■ **What to work on**
Reproduce the data exactly and drop any pictures it holds.

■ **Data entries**
☆ ☆ ☆
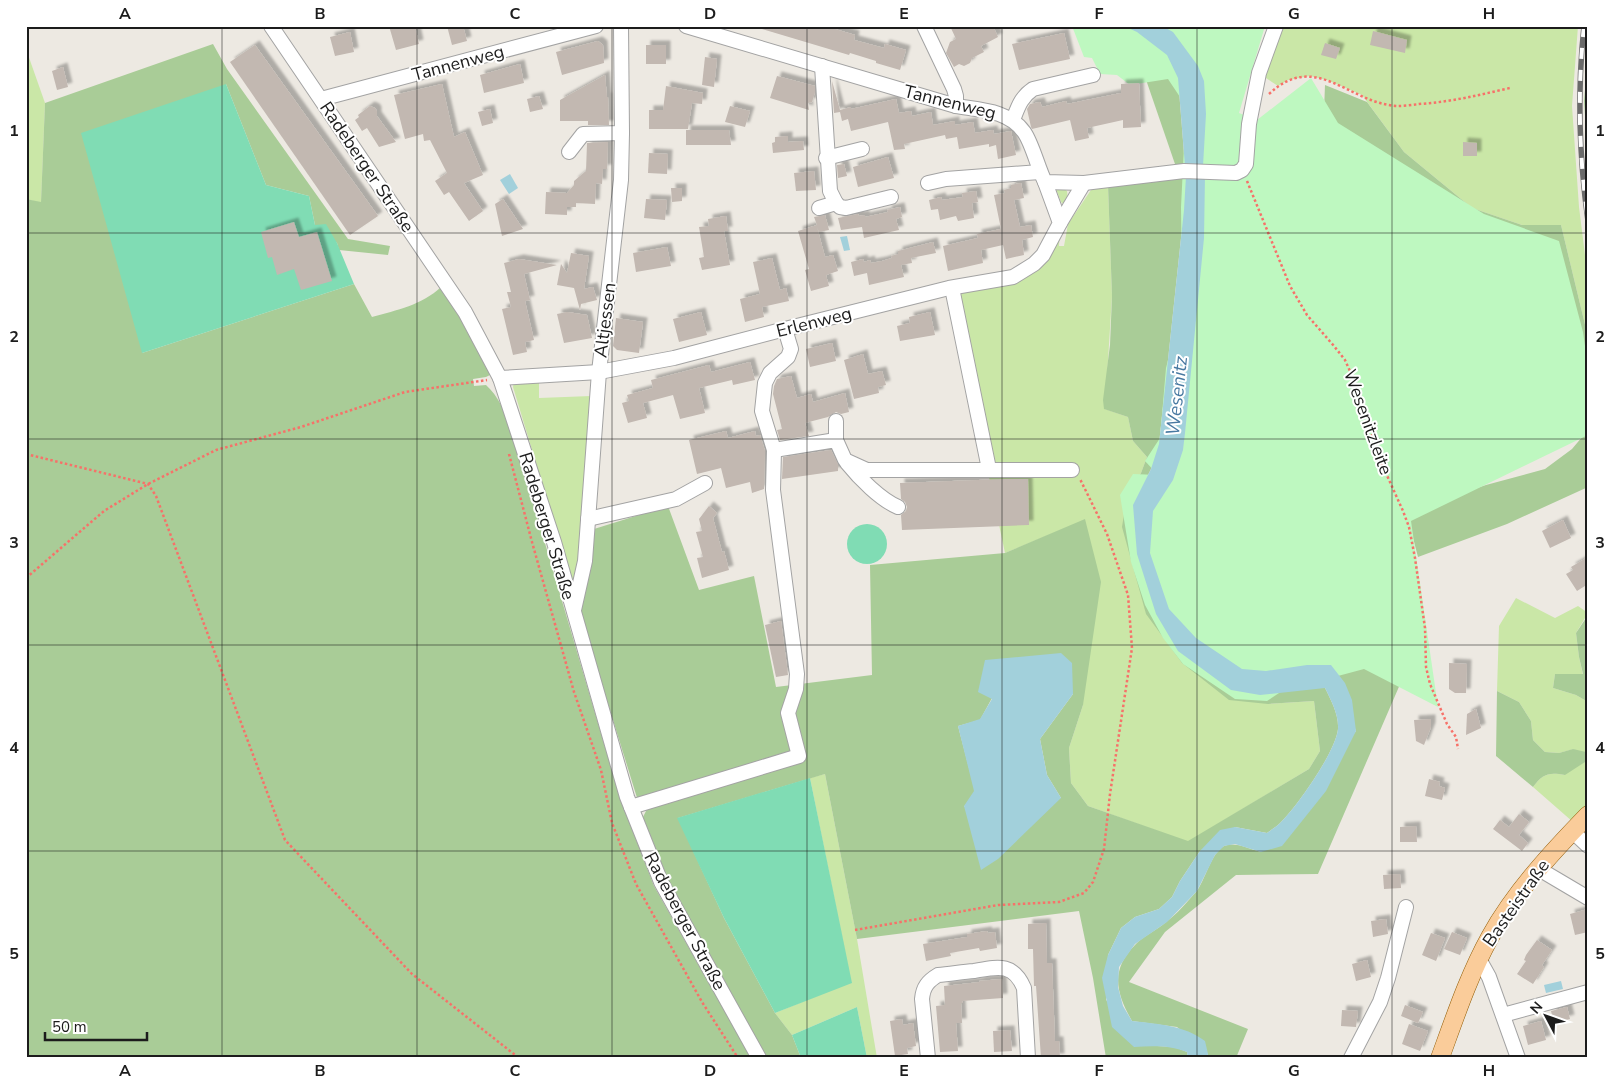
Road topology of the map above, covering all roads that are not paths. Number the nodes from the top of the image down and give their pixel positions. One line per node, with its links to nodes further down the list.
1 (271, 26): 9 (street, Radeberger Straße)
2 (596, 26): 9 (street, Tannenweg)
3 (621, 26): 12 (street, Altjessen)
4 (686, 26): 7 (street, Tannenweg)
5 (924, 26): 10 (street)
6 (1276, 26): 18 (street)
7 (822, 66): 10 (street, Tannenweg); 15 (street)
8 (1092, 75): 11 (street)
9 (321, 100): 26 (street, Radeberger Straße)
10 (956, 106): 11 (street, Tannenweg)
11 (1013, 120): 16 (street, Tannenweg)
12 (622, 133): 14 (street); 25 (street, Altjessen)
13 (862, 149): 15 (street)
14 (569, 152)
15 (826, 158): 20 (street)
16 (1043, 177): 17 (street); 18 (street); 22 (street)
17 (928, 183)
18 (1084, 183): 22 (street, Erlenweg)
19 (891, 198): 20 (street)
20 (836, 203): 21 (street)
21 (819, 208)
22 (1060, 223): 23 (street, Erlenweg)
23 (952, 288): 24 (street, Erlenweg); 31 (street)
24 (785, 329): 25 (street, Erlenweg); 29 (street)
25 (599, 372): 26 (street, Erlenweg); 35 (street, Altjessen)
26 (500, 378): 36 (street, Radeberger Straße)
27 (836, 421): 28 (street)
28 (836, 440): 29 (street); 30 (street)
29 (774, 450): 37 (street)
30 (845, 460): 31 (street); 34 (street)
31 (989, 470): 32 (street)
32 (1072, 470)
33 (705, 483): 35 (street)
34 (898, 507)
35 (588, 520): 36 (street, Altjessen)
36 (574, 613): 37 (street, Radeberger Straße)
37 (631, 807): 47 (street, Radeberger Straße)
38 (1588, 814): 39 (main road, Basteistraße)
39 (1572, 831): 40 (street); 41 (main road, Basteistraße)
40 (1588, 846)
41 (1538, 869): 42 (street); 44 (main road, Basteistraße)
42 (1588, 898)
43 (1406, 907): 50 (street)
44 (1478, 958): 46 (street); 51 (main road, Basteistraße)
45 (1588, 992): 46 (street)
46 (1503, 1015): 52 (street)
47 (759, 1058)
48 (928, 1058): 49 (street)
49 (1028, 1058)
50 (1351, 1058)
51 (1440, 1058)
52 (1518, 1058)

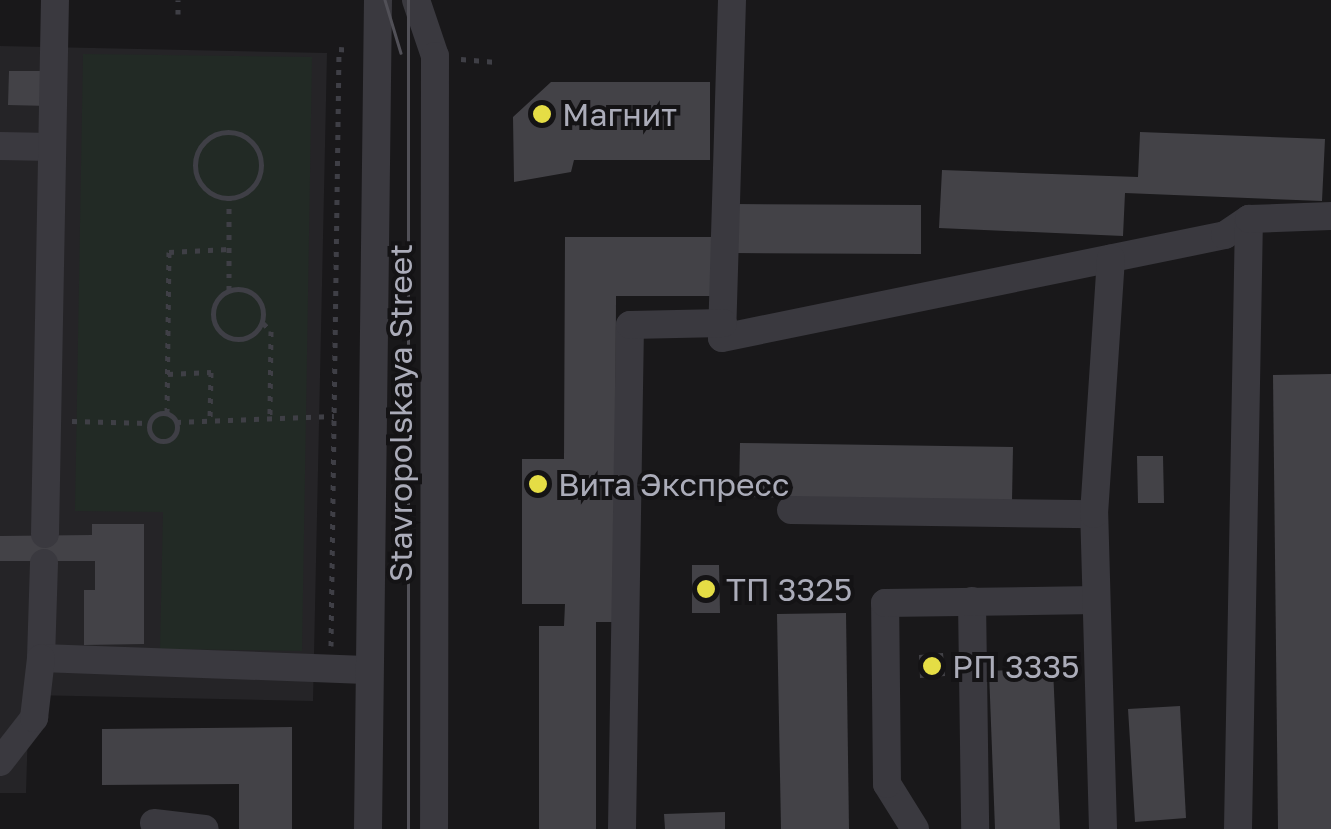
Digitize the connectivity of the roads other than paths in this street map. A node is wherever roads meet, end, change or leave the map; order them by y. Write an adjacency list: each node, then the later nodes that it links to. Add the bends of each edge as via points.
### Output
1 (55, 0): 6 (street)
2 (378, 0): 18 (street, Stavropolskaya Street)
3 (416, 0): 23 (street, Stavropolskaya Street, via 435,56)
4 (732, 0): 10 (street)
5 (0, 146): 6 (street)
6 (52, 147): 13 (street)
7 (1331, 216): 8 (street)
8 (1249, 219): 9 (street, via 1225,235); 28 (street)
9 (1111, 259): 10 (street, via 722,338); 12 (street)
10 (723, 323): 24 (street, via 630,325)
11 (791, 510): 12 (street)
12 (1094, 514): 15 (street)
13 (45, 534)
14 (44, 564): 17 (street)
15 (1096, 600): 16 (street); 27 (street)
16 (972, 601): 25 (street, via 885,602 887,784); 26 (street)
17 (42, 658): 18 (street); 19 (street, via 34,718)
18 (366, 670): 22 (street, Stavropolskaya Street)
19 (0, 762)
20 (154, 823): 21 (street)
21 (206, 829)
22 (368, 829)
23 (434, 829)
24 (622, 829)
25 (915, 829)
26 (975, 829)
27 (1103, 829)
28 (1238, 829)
☆ ☆ ☆
■ **Answer to the problem**
Road topology of the map above, covering all roads that are not paths. Number the nodes from the top of the image down and give their pixel positions. One line per node, with its links to nodes further down the list.
1 (271, 26): 9 (street, Radeberger Straße)
2 (596, 26): 9 (street, Tannenweg)
3 (621, 26): 12 (street, Altjessen)
4 (686, 26): 7 (street, Tannenweg)
5 (924, 26): 10 (street)
6 (1276, 26): 18 (street)
7 (822, 66): 10 (street, Tannenweg); 15 (street)
8 (1092, 75): 11 (street)
9 (321, 100): 26 (street, Radeberger Straße)
10 (956, 106): 11 (street, Tannenweg)
11 (1013, 120): 16 (street, Tannenweg)
12 (622, 133): 14 (street); 25 (street, Altjessen)
13 (862, 149): 15 (street)
14 (569, 152)
15 (826, 158): 20 (street)
16 (1043, 177): 17 (street); 18 (street); 22 (street)
17 (928, 183)
18 (1084, 183): 22 (street, Erlenweg)
19 (891, 198): 20 (street)
20 (836, 203): 21 (street)
21 (819, 208)
22 (1060, 223): 23 (street, Erlenweg)
23 (952, 288): 24 (street, Erlenweg); 31 (street)
24 (785, 329): 25 (street, Erlenweg); 29 (street)
25 (599, 372): 26 (street, Erlenweg); 35 (street, Altjessen)
26 (500, 378): 36 (street, Radeberger Straße)
27 (836, 421): 28 (street)
28 (836, 440): 29 (street); 30 (street)
29 (774, 450): 37 (street)
30 (845, 460): 31 (street); 34 (street)
31 (989, 470): 32 (street)
32 (1072, 470)
33 (705, 483): 35 (street)
34 (898, 507)
35 (588, 520): 36 (street, Altjessen)
36 (574, 613): 37 (street, Radeberger Straße)
37 (631, 807): 47 (street, Radeberger Straße)
38 (1588, 814): 39 (main road, Basteistraße)
39 (1572, 831): 40 (street); 41 (main road, Basteistraße)
40 (1588, 846)
41 (1538, 869): 42 (street); 44 (main road, Basteistraße)
42 (1588, 898)
43 (1406, 907): 50 (street)
44 (1478, 958): 46 (street); 51 (main road, Basteistraße)
45 (1588, 992): 46 (street)
46 (1503, 1015): 52 (street)
47 (759, 1058)
48 (928, 1058): 49 (street)
49 (1028, 1058)
50 (1351, 1058)
51 (1440, 1058)
52 (1518, 1058)

Digitize the connectivity of the roads other than paths in this street map. A node is wherever roads meet, end, change or leave the map; order them by y. Write an adjacency list: each node, then the later nodes that it links to. Add the bends of each edge as via points.
### Output
1 (55, 0): 6 (street)
2 (378, 0): 18 (street, Stavropolskaya Street)
3 (416, 0): 23 (street, Stavropolskaya Street, via 435,56)
4 (732, 0): 10 (street)
5 (0, 146): 6 (street)
6 (52, 147): 13 (street)
7 (1331, 216): 8 (street)
8 (1249, 219): 9 (street, via 1225,235); 28 (street)
9 (1111, 259): 10 (street, via 722,338); 12 (street)
10 (723, 323): 24 (street, via 630,325)
11 (791, 510): 12 (street)
12 (1094, 514): 15 (street)
13 (45, 534)
14 (44, 564): 17 (street)
15 (1096, 600): 16 (street); 27 (street)
16 (972, 601): 25 (street, via 885,602 887,784); 26 (street)
17 (42, 658): 18 (street); 19 (street, via 34,718)
18 (366, 670): 22 (street, Stavropolskaya Street)
19 (0, 762)
20 (154, 823): 21 (street)
21 (206, 829)
22 (368, 829)
23 (434, 829)
24 (622, 829)
25 (915, 829)
26 (975, 829)
27 (1103, 829)
28 (1238, 829)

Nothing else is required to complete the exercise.